- _WORK INSTRUCTION_
Go through the lines below and copy any that hold the string "Soares".

- _INFORMATION PROVIDED_
[Start of Attachment]

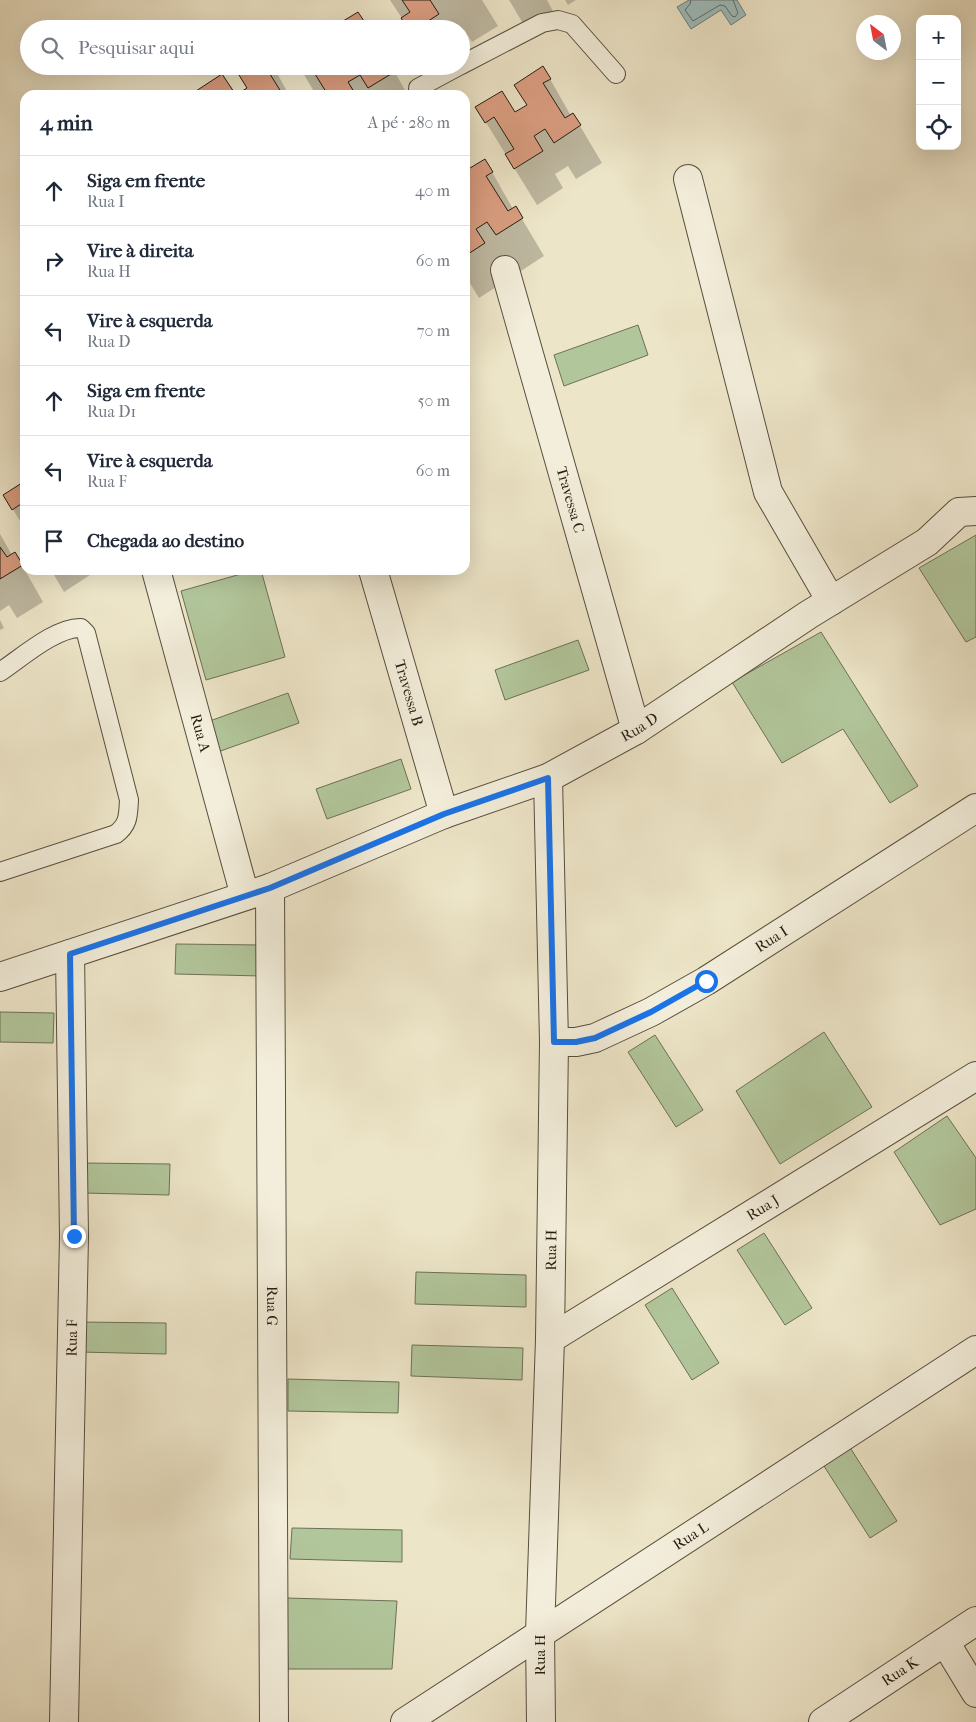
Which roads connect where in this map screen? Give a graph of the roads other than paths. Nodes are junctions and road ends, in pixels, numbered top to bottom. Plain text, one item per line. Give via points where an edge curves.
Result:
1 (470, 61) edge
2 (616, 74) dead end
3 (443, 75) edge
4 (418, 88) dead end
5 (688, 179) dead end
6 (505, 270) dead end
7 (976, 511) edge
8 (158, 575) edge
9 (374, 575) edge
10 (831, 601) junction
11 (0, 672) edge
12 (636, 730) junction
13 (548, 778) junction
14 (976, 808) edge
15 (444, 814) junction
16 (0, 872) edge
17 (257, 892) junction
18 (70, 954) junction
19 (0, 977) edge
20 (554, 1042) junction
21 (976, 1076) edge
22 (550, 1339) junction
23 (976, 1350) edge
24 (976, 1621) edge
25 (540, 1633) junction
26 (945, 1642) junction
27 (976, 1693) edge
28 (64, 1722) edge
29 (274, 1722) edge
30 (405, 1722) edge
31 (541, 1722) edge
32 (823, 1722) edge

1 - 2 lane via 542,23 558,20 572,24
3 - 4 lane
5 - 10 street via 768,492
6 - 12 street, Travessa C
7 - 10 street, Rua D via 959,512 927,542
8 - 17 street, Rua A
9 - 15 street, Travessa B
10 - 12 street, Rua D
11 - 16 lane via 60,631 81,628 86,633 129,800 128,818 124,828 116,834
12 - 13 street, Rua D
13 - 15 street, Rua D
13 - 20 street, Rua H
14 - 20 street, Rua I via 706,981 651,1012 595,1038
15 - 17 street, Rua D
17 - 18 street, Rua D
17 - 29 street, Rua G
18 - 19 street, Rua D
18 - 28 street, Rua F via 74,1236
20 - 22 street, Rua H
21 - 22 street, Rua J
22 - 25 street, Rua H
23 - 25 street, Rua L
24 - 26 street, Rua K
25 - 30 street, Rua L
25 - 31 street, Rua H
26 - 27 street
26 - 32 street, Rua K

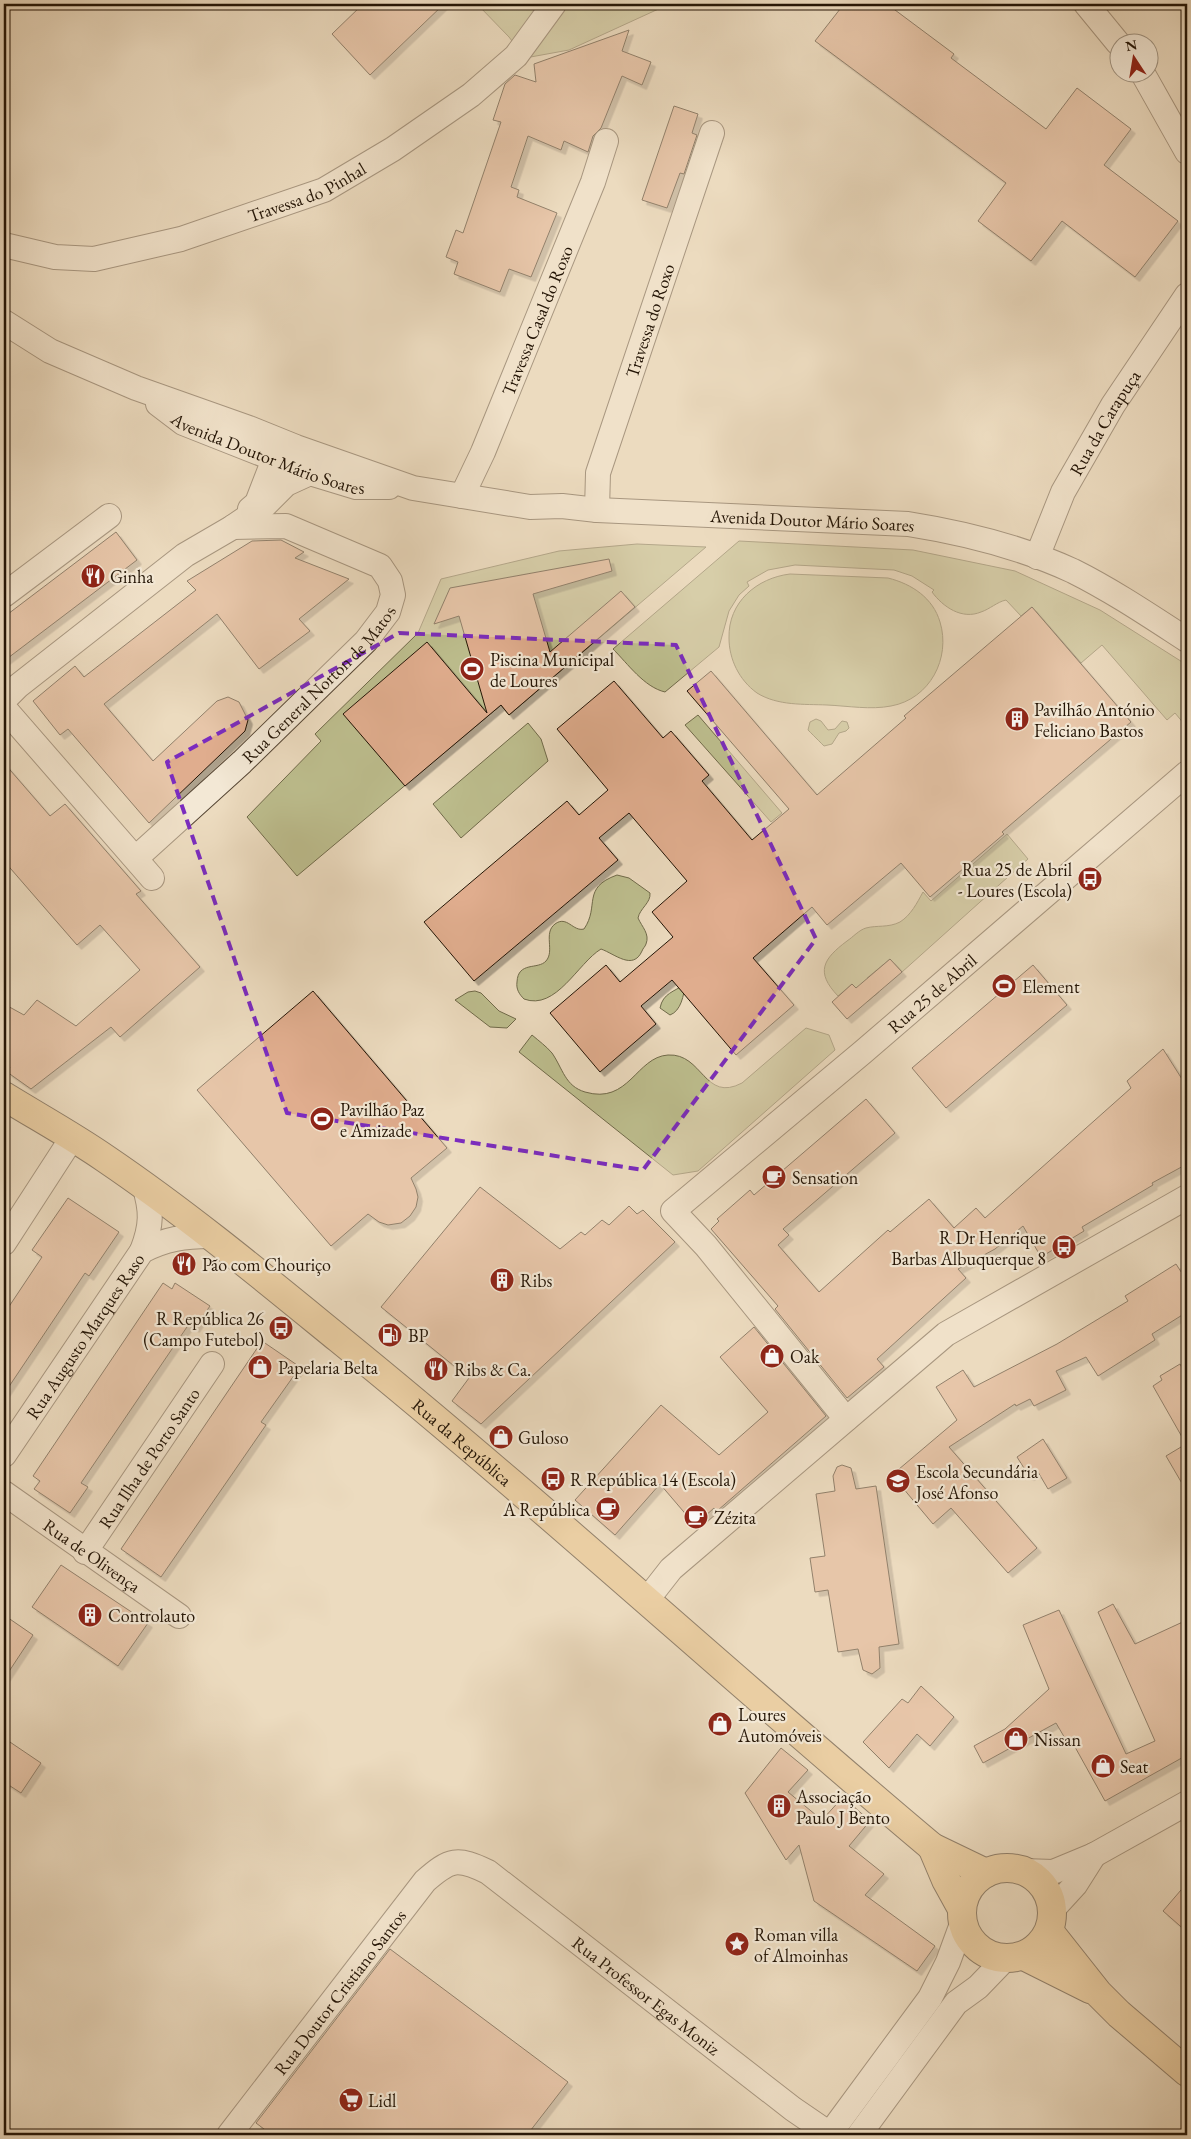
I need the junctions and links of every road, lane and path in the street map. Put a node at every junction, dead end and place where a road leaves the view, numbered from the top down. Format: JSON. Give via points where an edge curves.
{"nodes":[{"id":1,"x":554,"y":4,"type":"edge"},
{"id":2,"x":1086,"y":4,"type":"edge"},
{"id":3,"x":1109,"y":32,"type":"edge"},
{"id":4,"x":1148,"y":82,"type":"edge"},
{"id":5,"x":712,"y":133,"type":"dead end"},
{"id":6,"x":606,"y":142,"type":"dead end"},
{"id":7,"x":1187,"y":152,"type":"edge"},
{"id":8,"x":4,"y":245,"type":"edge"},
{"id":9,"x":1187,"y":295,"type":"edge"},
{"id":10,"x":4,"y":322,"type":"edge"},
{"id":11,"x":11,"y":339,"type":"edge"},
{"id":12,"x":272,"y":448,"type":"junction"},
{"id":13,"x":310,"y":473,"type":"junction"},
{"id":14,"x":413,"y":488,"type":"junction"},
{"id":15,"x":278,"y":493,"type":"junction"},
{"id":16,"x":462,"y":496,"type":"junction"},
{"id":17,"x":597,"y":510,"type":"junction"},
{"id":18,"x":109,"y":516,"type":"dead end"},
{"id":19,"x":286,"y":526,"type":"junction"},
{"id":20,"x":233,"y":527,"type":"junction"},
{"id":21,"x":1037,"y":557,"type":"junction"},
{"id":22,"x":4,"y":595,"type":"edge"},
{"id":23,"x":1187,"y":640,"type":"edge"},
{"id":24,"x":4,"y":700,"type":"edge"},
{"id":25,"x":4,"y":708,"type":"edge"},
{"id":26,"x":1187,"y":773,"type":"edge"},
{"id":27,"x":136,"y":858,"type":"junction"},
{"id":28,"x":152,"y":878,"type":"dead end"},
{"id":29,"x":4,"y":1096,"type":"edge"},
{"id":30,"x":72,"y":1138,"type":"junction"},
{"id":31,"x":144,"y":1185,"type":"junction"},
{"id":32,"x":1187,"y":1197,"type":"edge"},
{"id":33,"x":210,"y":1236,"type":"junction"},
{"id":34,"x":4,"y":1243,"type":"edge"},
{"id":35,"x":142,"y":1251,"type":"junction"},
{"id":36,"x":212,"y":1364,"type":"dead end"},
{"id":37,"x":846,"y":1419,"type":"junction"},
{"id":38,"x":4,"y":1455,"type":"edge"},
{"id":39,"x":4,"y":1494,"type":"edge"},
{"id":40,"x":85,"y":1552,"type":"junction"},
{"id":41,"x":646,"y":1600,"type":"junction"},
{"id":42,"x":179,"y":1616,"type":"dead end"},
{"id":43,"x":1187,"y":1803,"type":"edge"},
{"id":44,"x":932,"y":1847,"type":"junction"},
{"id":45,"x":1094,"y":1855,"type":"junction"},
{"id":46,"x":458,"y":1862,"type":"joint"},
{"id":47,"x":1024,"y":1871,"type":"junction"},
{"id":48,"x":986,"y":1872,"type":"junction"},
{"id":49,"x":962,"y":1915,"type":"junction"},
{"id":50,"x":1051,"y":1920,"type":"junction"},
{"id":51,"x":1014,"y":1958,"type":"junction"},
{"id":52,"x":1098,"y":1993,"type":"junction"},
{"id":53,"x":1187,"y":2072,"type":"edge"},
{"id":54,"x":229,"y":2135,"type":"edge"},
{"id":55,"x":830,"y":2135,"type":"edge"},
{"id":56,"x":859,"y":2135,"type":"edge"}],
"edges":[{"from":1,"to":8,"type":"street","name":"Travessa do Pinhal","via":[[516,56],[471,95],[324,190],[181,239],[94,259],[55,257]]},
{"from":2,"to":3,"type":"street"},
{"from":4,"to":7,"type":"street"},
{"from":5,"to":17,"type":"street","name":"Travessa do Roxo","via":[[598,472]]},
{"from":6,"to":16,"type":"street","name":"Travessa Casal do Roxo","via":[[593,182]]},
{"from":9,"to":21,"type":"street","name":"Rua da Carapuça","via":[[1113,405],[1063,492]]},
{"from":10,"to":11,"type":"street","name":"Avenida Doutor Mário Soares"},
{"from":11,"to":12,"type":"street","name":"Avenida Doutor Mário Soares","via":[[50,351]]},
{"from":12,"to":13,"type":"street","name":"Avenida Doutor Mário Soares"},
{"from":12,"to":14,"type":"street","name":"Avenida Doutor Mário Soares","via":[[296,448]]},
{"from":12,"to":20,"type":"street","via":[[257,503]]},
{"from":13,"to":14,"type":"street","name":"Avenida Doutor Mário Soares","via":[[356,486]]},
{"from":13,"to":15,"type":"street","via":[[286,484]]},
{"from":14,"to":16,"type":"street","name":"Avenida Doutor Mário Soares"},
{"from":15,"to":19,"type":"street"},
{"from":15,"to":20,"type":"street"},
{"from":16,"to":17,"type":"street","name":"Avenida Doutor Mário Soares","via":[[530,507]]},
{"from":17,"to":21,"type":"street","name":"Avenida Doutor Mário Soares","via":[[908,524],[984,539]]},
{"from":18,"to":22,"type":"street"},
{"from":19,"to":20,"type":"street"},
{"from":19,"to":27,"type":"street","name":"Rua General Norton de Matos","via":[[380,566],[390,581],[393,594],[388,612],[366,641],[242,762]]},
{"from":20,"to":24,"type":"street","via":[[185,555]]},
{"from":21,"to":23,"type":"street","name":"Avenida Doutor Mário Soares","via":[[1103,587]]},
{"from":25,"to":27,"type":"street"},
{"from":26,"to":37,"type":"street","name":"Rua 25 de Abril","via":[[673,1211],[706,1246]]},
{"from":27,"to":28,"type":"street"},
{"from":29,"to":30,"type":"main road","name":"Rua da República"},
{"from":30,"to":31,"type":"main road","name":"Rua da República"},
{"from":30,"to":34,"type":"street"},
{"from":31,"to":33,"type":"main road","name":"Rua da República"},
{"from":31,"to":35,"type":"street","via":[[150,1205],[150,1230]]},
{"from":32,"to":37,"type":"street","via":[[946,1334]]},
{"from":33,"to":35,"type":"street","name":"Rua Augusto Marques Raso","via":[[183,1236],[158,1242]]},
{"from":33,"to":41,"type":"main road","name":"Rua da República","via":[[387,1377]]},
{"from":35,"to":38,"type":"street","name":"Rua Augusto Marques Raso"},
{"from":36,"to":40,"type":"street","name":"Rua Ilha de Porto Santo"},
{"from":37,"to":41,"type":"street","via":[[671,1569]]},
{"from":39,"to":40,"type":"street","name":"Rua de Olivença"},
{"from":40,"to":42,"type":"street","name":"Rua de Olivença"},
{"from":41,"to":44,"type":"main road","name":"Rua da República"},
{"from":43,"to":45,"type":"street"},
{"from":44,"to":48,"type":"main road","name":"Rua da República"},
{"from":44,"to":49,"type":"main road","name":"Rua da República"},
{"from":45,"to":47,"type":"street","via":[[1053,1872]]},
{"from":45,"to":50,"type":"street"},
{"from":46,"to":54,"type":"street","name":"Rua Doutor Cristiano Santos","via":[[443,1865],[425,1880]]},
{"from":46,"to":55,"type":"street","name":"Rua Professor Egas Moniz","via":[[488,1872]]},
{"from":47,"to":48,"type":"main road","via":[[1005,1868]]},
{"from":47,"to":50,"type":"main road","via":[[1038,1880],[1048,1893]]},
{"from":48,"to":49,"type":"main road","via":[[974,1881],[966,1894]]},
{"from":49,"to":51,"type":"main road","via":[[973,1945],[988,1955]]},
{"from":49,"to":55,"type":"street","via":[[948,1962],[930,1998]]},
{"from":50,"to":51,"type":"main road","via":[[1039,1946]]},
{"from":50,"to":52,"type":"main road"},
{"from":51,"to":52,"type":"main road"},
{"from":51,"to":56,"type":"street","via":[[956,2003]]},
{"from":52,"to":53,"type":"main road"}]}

[End of Attachment]

- _OUTPUT_
{"from":10,"to":11,"type":"street","name":"Avenida Doutor Mário Soares"},
{"from":11,"to":12,"type":"street","name":"Avenida Doutor Mário Soares","via":[[50,351]]},
{"from":12,"to":13,"type":"street","name":"Avenida Doutor Mário Soares"},
{"from":12,"to":14,"type":"street","name":"Avenida Doutor Mário Soares","via":[[296,448]]},
{"from":13,"to":14,"type":"street","name":"Avenida Doutor Mário Soares","via":[[356,486]]},
{"from":14,"to":16,"type":"street","name":"Avenida Doutor Mário Soares"},
{"from":16,"to":17,"type":"street","name":"Avenida Doutor Mário Soares","via":[[530,507]]},
{"from":17,"to":21,"type":"street","name":"Avenida Doutor Mário Soares","via":[[908,524],[984,539]]},
{"from":21,"to":23,"type":"street","name":"Avenida Doutor Mário Soares","via":[[1103,587]]},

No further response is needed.